Good news: help is available!
A large part of David Corbett’s The Art of Character is dedicated to what he terms the five cornerstones of dramatic characterisation. Think of these as five elements that, when used competently by an author, can help your characters really pop.
These five aspects are:
Desires
Conflict
Vulnerabilities
Secrets
Contradictions
We’ll consider them each in turn, starting with arguably the most crucial one.
Desires
Wants, needs and ambitions—these are the crème de la crème of characterisation, the cornerstone of cornerstones. If you could only pick one of these 5 elements with which to create a character and were forced to chuck out the rest, desire is the one you keep.
A fictional character who doesn’t want anything isn’t a character so much as a concept.
Desire is the bedrock of motive, of drive, of agency—that is, it’s the source of pretty much everything that makes a character seem alive.

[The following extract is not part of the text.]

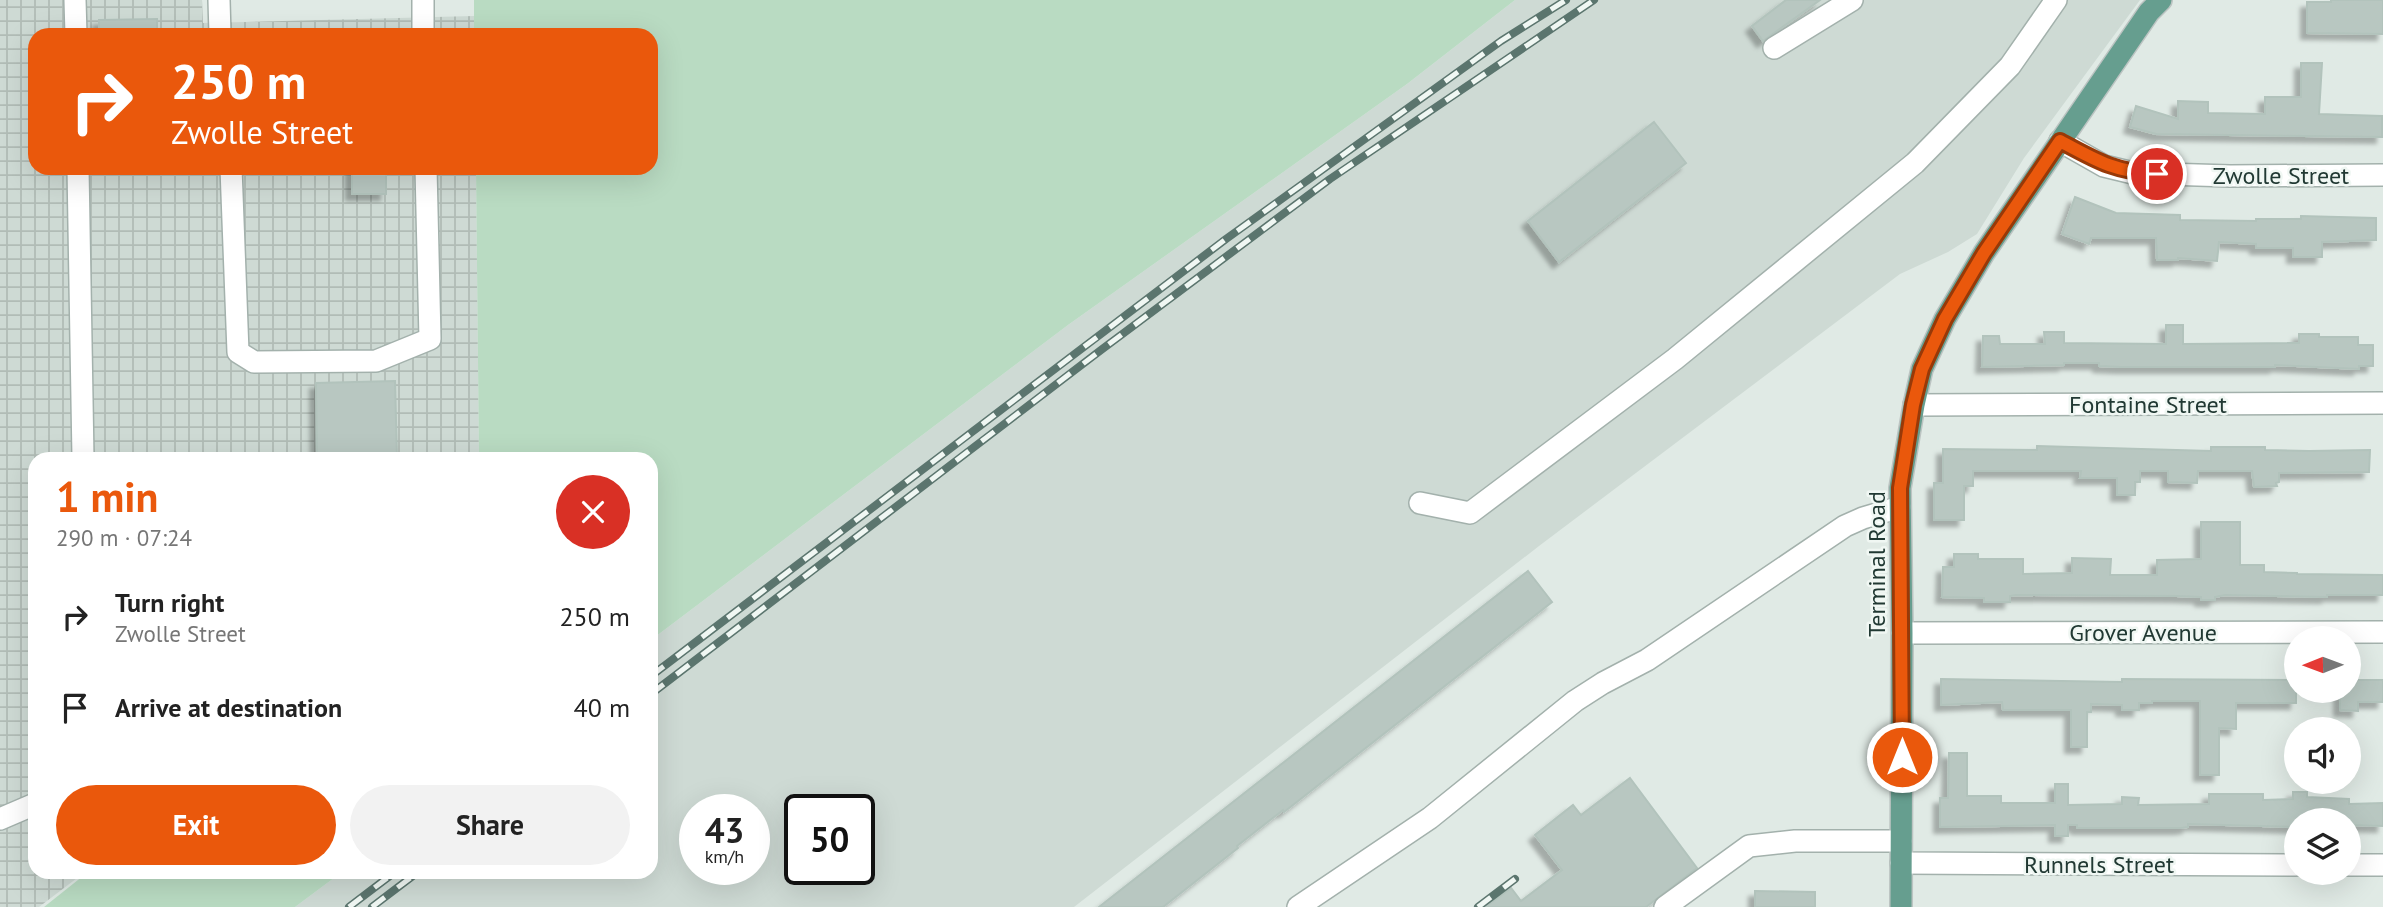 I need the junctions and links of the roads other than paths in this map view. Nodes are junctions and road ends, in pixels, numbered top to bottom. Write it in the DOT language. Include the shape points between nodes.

If you don’t want anything, there’s no reason for you to move. Characters that don’t move cannot be used to tell a story.
It’s that simple.
Desires are more critical to consider in protagonists, antagonists and main characters, but even secondary characters can benefit from putting some thought into what it is they want in life, even if the answer won’t directly affect the course of the story. Wants and needs can provide the spark that takes a less important character from a flat and lifeless cog to a living, breathing part of the tale. Some of the best moments in fiction come from secondary characters who are dynamic and forceful—think of Angelina Jolie in Girl Interrupted (for which she won an Academy Award), and Robert Downey Jr.’s Lewis Strauss in Oppenheimer.
Speaking of the Oscars, why else do you suppose there are two whole Academy Awards categories for supporting roles? They really are that important to telling great stories.

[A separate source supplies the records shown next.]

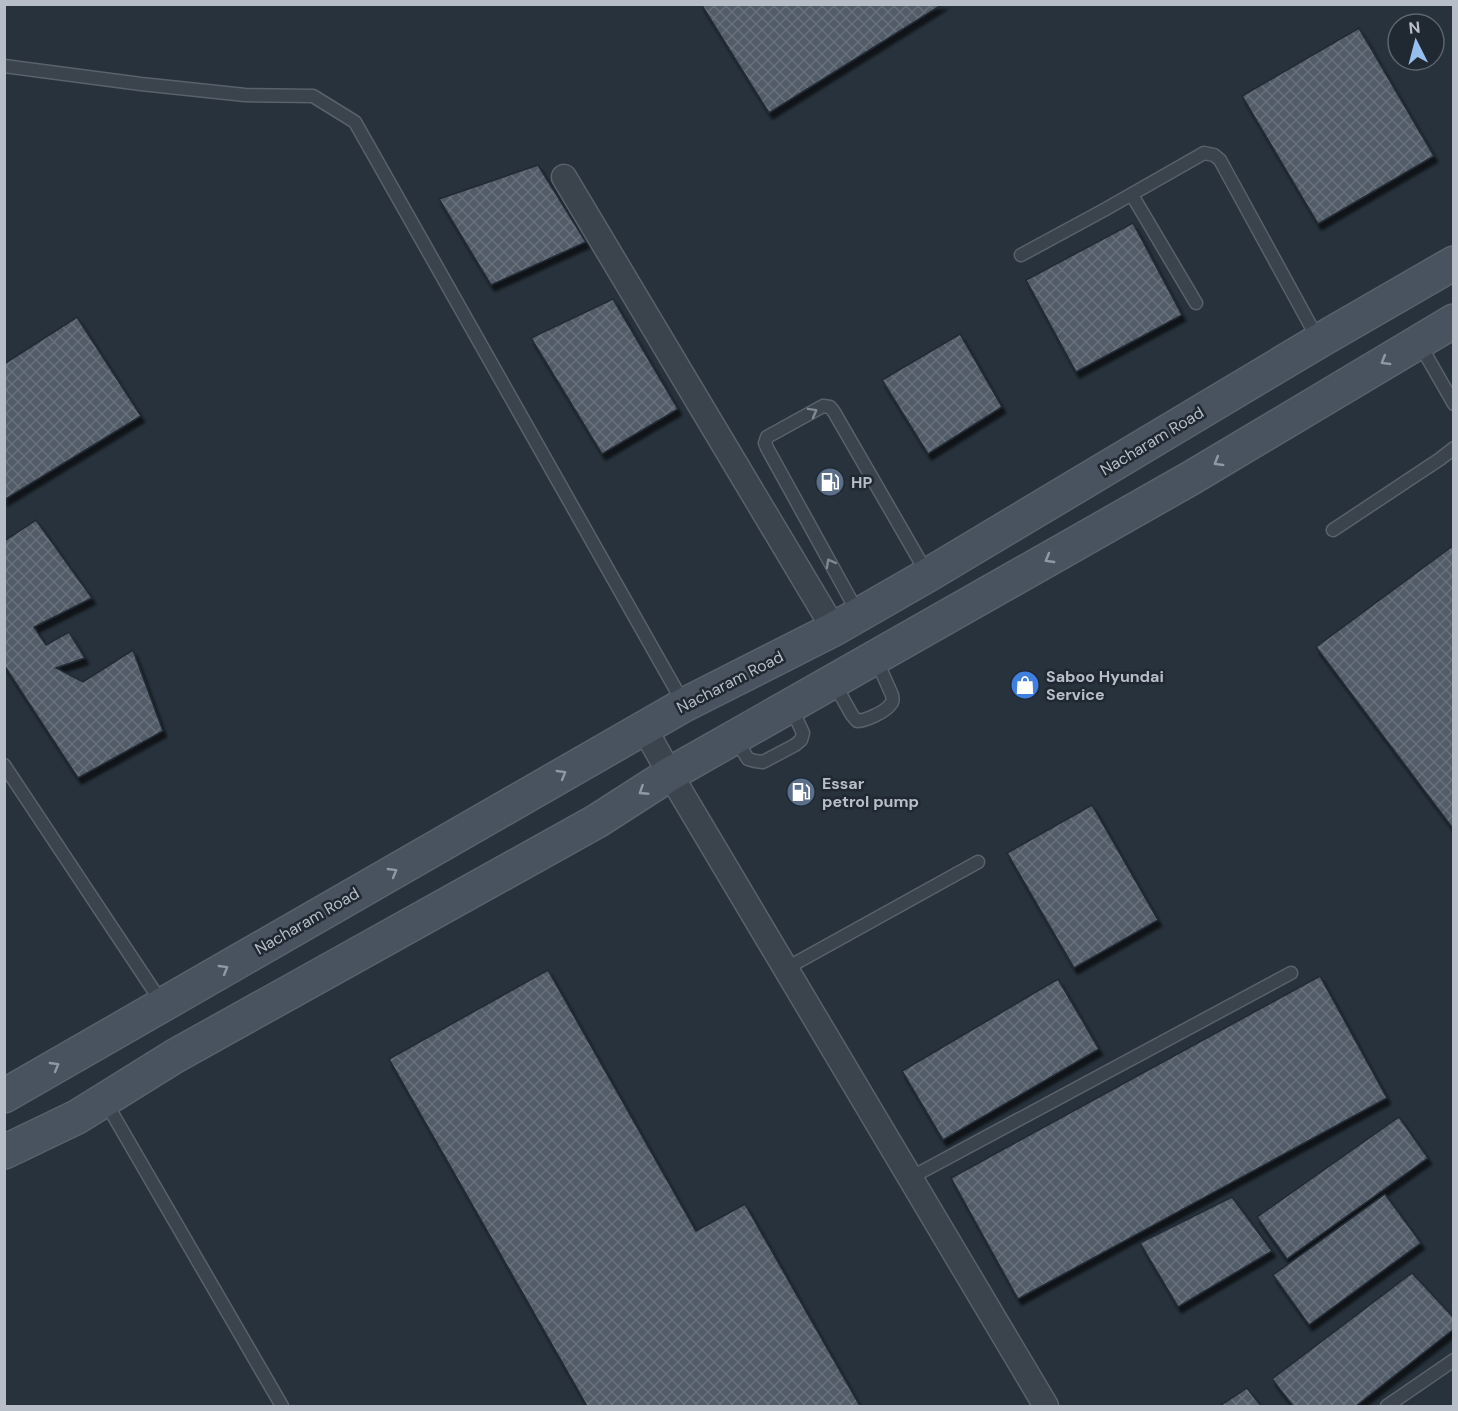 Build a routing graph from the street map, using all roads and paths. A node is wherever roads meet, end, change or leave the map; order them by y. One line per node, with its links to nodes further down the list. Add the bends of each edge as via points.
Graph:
1 (4, 66): 17 (lane, via 245,96 313,96 355,122)
2 (564, 177): 14 (street)
3 (1132, 195): 4 (lane); 6 (lane); 8 (lane, via 1204,153 1214,154)
4 (1021, 255)
5 (1454, 263): 8 (main road, Nacharam Road)
6 (1196, 303)
7 (1454, 321): 9 (main road)
8 (1319, 341): 13 (main road, Nacharam Road)
9 (1418, 342): 10 (lane); 15 (main road, one-way to 15, via 1191,478)
10 (1454, 404)
11 (1454, 448): 12 (lane)
12 (1333, 530)
13 (928, 575): 14 (main road, Nacharam Road); 14 (lane, one-way to 13, via 767,448 767,437 823,406 830,407)
14 (846, 622): 17 (main road, Nacharam Road)
15 (875, 657): 16 (main road); 16 (lane, via 892,695 889,707 856,721)
16 (833, 681): 20 (main road)
17 (684, 705): 18 (main road, Nacharam Road)
18 (644, 728): 20 (street); 24 (main road, Nacharam Road, one-way to 18)
19 (4, 765): 24 (lane)
20 (670, 774): 22 (street); 26 (main road, one-way to 26, via 597,821)
21 (978, 862): 22 (lane)
22 (785, 969): 28 (street)
23 (1291, 973): 28 (lane)
24 (163, 1004): 25 (main road, Nacharam Road, one-way to 24)
25 (4, 1095)
26 (104, 1100): 27 (main road); 31 (lane)
27 (4, 1152)
28 (910, 1178): 32 (street)
29 (1454, 1360): 30 (lane)
30 (1389, 1406)
31 (282, 1407)
32 (1046, 1407)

And here’s a neat trick: as soon as you grant a character a strong, solid, durable desire, you tend to conjure up the second of the five cornerstones as if by magic.
Conflict
The moment a character (or, let’s be real, an actual human being) admits to a desire for something, obstacles automatically arise to oppose that desire.
By giving the character a deep-seated need or want, you automatically put her at odds with something or someone, for the world is not designed to gratify our desires.

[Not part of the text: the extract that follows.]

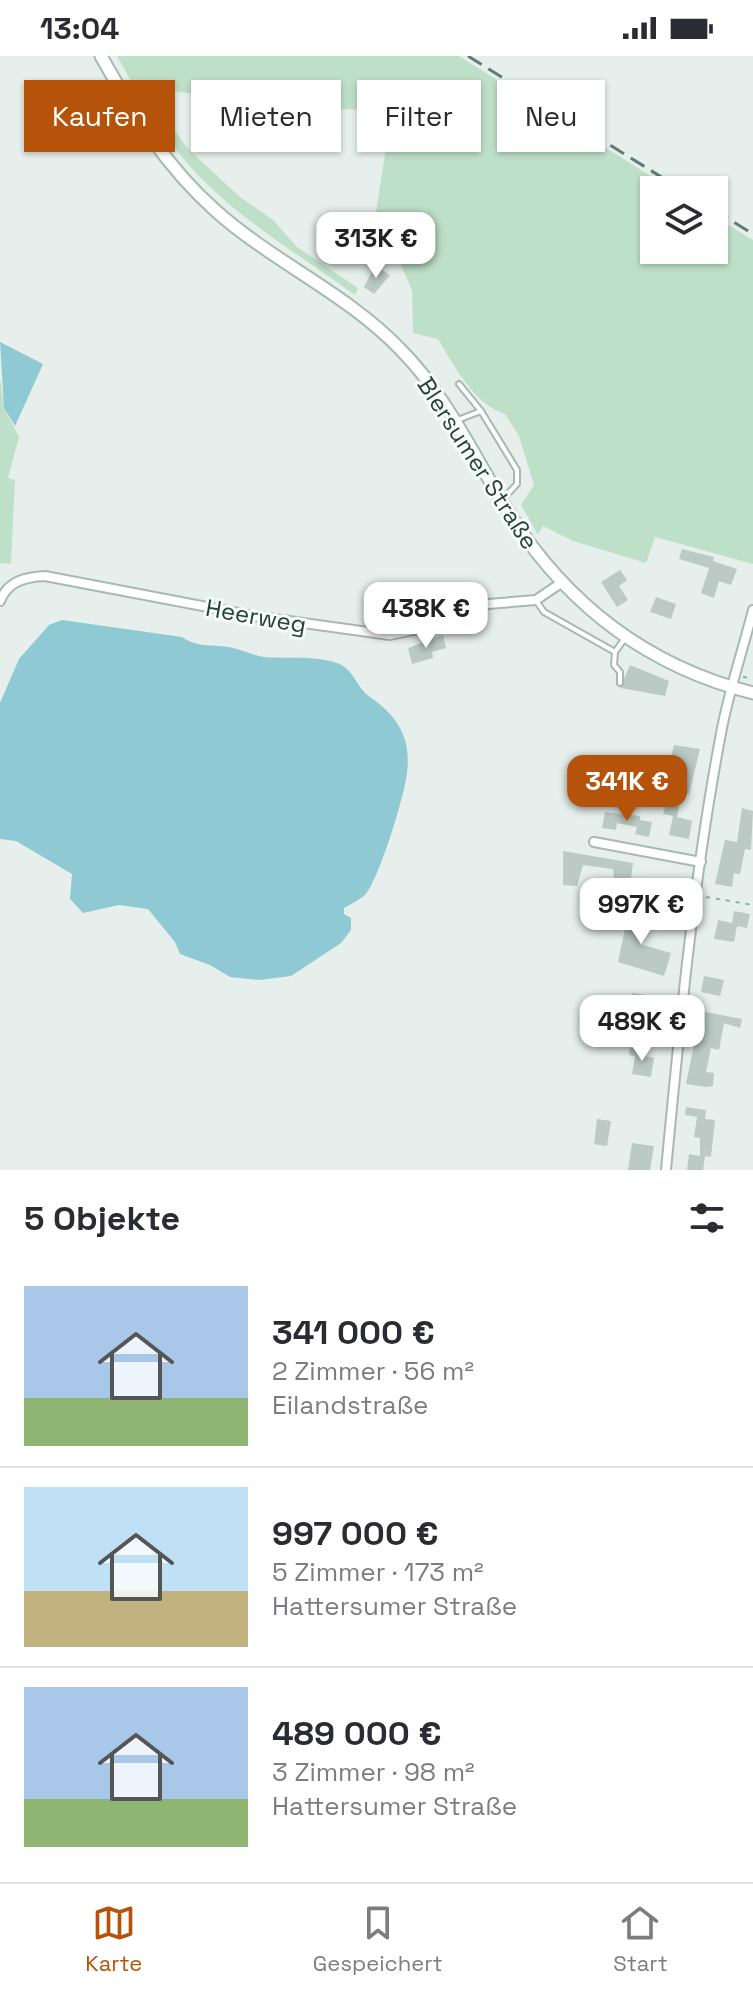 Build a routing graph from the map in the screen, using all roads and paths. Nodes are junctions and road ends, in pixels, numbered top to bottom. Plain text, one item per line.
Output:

— David Corbett, The Art of Character
It is not the experience of the average person that things just tend to fall into his or her lap. There is an innate understanding, imprinted on the nature of reality, that to obtain Thing A (let’s say, a good education, or a nice car, or someone’s hand in marriage), you will have to pay for it somehow. Either you will have to give up Thing B (a ghastly sum of money, or a number of hours of your time) or engage in Process C (working on improving the worst parts of your personality, for example) or learn Lesson D (how to share your personal spaces with someone, perhaps).
The list of prices to be paid for the things we want can seem nearly as endless as the number of things we find ourselves wanting, but that’s not the only kind of obstacle that might stand in our way.
Sometimes there are other people who believe they know better than us, or who think it would be to their detriment to see us fulfil our desire, or who want the same things we want and don’t like to share, and so they might move to oppose us. This is the realm of politics and interpersonal drama, and the prices we end up paying in these arenas are usually no less painful—and often much steeper.
Endowing a character with a powerful desire is a great first step, but it has no purpose if that desire is not meaningfully opposed by someone or something within the story world.
A desire immediately granted may as well just be backstory.
How a character responds to opposition reveals as much about him, if not more, than what he desires in the first place, which means that depicting conflict and its consequences in your fiction is probably the single most useful exercise in characterisation an author can do.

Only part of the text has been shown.